私がさえない少年時代を過ごしていた東京に於いて、実はこんなことが起きていたのだ、とびっくりすることが実に次から次へと書かれていて、読み始めるとなかなか止められないくらい引き込まれた本だ。

そうは言っても何が面白かったのか全く伝わらないだろうから、面白いと思ったトピックを幾つか挙げてみる。

・府中の米軍基地が携わっていたU2
偵察機の情報と偵察戦の実態
・米軍の同僚から得た戦後間もない焼け跡の東京での生々しい実態
・A級戦犯をアメリカに協力するという契約のうえ開放した話
・子供用書籍に「力道山物語」という美談を描かれたほどの男の無軌道な暴れぶり
・赤坂・六本木辺りにあった数多の高級ナイトクラブの裏話

 

訳者あとがきまで入れると全590ページ。
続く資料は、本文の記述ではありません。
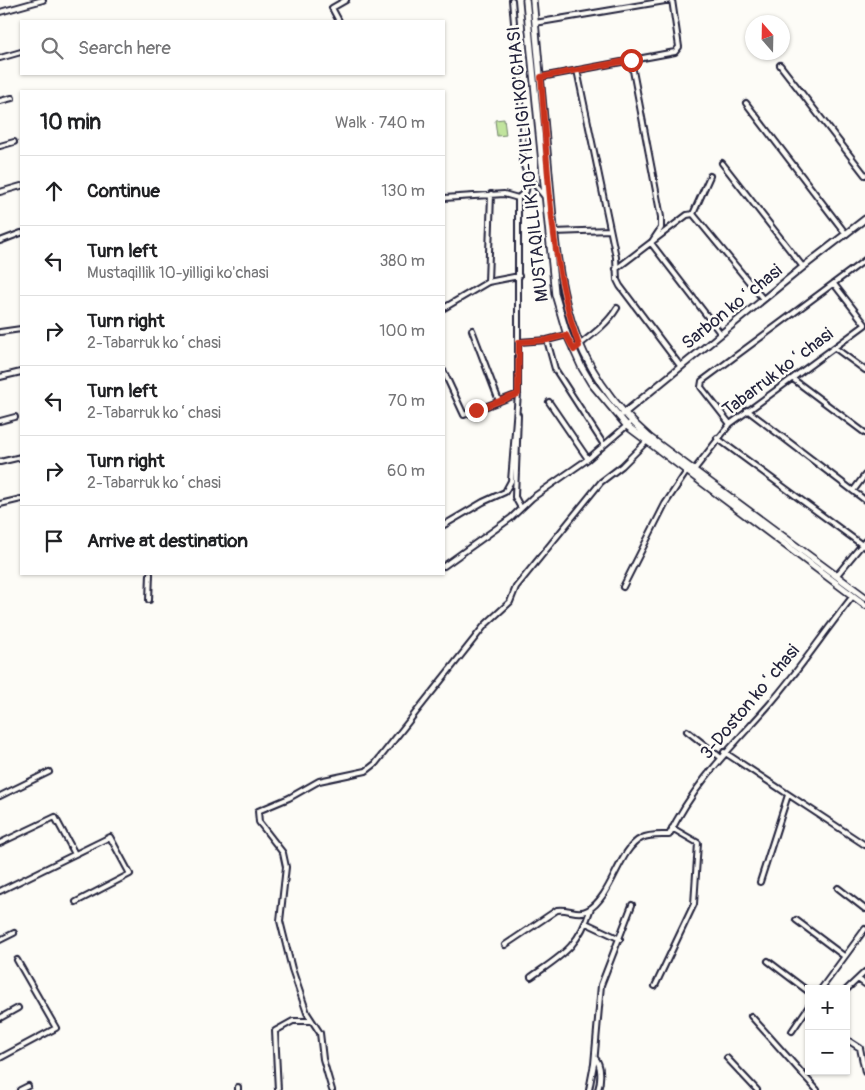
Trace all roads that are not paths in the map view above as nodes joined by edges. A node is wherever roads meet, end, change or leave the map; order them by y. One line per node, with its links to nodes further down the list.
1 (43, 0): 9 (street)
2 (346, 0): 10 (street)
3 (512, 0): 25 (street)
4 (526, 0): 30 (main road, MUSTAQILLIK 10-YILLIGI KO'CHASI)
5 (533, 0): 11 (main road, MUSTAQILLIK 10-YILLIGI KO'CHASI)
6 (630, 0): 8 (street)
7 (672, 0): 8 (street); 14 (street)
8 (630, 7): 11 (street)
9 (0, 12)
10 (338, 20)
11 (535, 22): 17 (main road, MUSTAQILLIK 10-YILLIGI KO'CHASI)
12 (20, 52): 13 (street)
13 (0, 58)
14 (631, 60): 16 (street); 40 (street)
15 (780, 65): 24 (street)
16 (577, 70): 17 (street); 35 (street)
17 (541, 77): 36 (main road, MUSTAQILLIK 10-YILLIGI KO'CHASI)
18 (12, 98): 19 (street)
19 (0, 101)
20 (746, 103): 38 (street)
21 (14, 142): 22 (street)
22 (0, 146)
23 (722, 164): 42 (street)
24 (865, 174)
25 (528, 176): 30 (street); 32 (street)
26 (710, 176): 33 (street)
27 (20, 186): 28 (street)
28 (0, 192)
29 (491, 194): 31 (street); 32 (street); 45 (street)
30 (545, 196): 55 (main road, MUSTAQILLIK 10-YILLIGI KO'CHASI)
31 (445, 198)
32 (518, 198): 44 (street)
33 (692, 214): 40 (street); 47 (street)
34 (865, 219): 38 (street, Sarbon koʻchasi)
35 (610, 230): 36 (street); 43 (street)
36 (554, 232): 58 (main road, MUSTAQILLIK 10-YILLIGI KO'CHASI)
37 (20, 234): 39 (street)
38 (846, 235): 42 (street, Sarbon koʻchasi)
39 (0, 241)
40 (651, 242): 43 (street); 54 (street)
41 (865, 260): 46 (street)
42 (803, 267): 47 (street, Sarbon koʻchasi)
43 (616, 269): 60 (street)
44 (518, 276): 45 (street); 57 (street)
45 (488, 282): 48 (street)
46 (834, 284): 50 (street); 75 (street)
47 (763, 299): 54 (street, Sarbon koʻchasi)
48 (445, 307)
49 (617, 308): 58 (street)
50 (865, 324): 59 (street, Tabarruk koʻchasi)
51 (20, 329): 53 (street)
52 (472, 330): 67 (street)
53 (0, 332)
54 (721, 334): 60 (street, Sarbon koʻchasi)
55 (566, 335): 56 (street); 58 (main road, MUSTAQILLIK 10-YILLIGI KO'CHASI)
56 (547, 340): 57 (street); 79 (street)
57 (519, 342): 66 (street)
58 (576, 348): 71 (main road, MUSTAQILLIK 10-YILLIGI KO'CHASI)
59 (834, 348): 61 (street); 64 (street, Tabarruk koʻchasi)
60 (681, 367): 71 (street, Sarbon koʻchasi)
61 (865, 370)
62 (20, 372): 63 (street)
63 (0, 377)
64 (793, 379): 70 (street, Tabarruk koʻchasi); 76 (street)
65 (446, 384): 67 (street)
66 (518, 394): 67 (street); 69 (street)
67 (499, 401)
68 (548, 402): 81 (street)
69 (516, 406): 90 (street); 91 (street)
70 (747, 410): 75 (street, Tabarruk koʻchasi); 86 (street)
71 (621, 415): 74 (main road, MUSTAQILLIK 10-YILLIGI KO'CHASI)
72 (16, 417): 73 (street)
73 (0, 421)
74 (629, 424): 78 (main road, MUSTAQILLIK 10-YILLIGI KO'CHASI); 79 (street); 83 (main road, MUSTAQILLIK 10-YILLIGI KO'CHASI)
75 (730, 424): 77 (street, Tabarruk koʻchasi)
76 (865, 433)
77 (717, 438): 83 (street, Tabarruk koʻchasi); 92 (street)
78 (646, 441): 84 (main road, MUSTAQILLIK 10-YILLIGI KO'CHASI); 140 (street)
79 (604, 445): 81 (street)
80 (20, 457): 82 (street)
81 (588, 458): 90 (street)
82 (0, 462)
83 (694, 470): 95 (main road, MUSTAQILLIK 10-YILLIGI KO'CHASI)
84 (687, 471): 96 (street); 97 (main road, MUSTAQILLIK 10-YILLIGI KO'CHASI)
85 (865, 475): 86 (street)
86 (853, 491): 88 (street)
87 (20, 499): 89 (street)
88 (865, 500)
89 (0, 504)
90 (522, 508): 93 (street)
91 (445, 524)
92 (864, 544): 95 (street)
93 (445, 565)
94 (150, 575): 99 (street)
95 (837, 575): 98 (main road, MUSTAQILLIK 10-YILLIGI KO'CHASI)
96 (623, 587)
97 (853, 596): 100 (main road, MUSTAQILLIK 10-YILLIGI KO'CHASI); 102 (street, 3-Doston koʻchasi)
98 (865, 597)
99 (149, 600)
100 (865, 605)
101 (687, 731): 103 (street)
102 (724, 752): 103 (street, 3-Doston koʻchasi); 105 (street)
103 (720, 757): 107 (street, 3-Doston koʻchasi)
104 (49, 772): 106 (street)
105 (788, 795): 109 (street); 111 (street)
106 (0, 796)
107 (672, 828): 116 (street); 133 (street)
108 (0, 843): 110 (street)
109 (865, 845)
110 (75, 854): 113 (street); 114 (street)
111 (760, 882)
112 (838, 888): 117 (street)
113 (0, 891)
114 (76, 902)
115 (632, 906): 122 (street)
116 (591, 908): 119 (street); 124 (street)
117 (865, 909)
118 (796, 920): 125 (street)
119 (586, 922): 122 (street); 129 (street)
120 (865, 929): 125 (street)
121 (14, 933): 123 (street)
122 (620, 939): 144 (street)
123 (0, 940)
124 (505, 945)
125 (844, 956): 132 (street)
126 (17, 960): 143 (street)
127 (768, 961): 135 (street)
128 (865, 972): 130 (street)
129 (531, 978)
130 (858, 979): 131 (street); 134 (street)
131 (865, 984)
132 (824, 985)
133 (655, 986)
134 (850, 986)
135 (805, 989)
136 (18, 1008): 139 (street)
137 (805, 1012): 141 (street)
138 (751, 1016): 147 (street)
139 (0, 1018)
140 (311, 1021): 151 (street); 152 (street)
141 (792, 1031)
142 (850, 1042): 146 (street)
143 (0, 1058)
144 (595, 1058): 153 (street); 154 (street)
145 (727, 1058): 155 (street)
146 (865, 1072)
147 (805, 1074)
148 (805, 1075): 156 (street)
149 (28, 1086): 150 (street)
150 (20, 1090)
151 (278, 1090)
152 (332, 1090)
153 (589, 1090)
154 (598, 1090)
155 (757, 1090)
156 (817, 1090)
原文英語のセンテンスの長さを踏襲したように一つひとつの訳文が長く、読み易い日本語というわけではなかったし、話題が著者の想いに沿って何度も前後する。中には客観的に見て現実と思いえない数字も出てきた。しかし、そんなことが気にならなくなるくらい夢中になって読んだ。

終盤に現在の生活について書かれており、我が家の近くにお住まいと分かった。そのうち岸辺をジョギングするご夫妻を見掛けることが出来るかもしれない。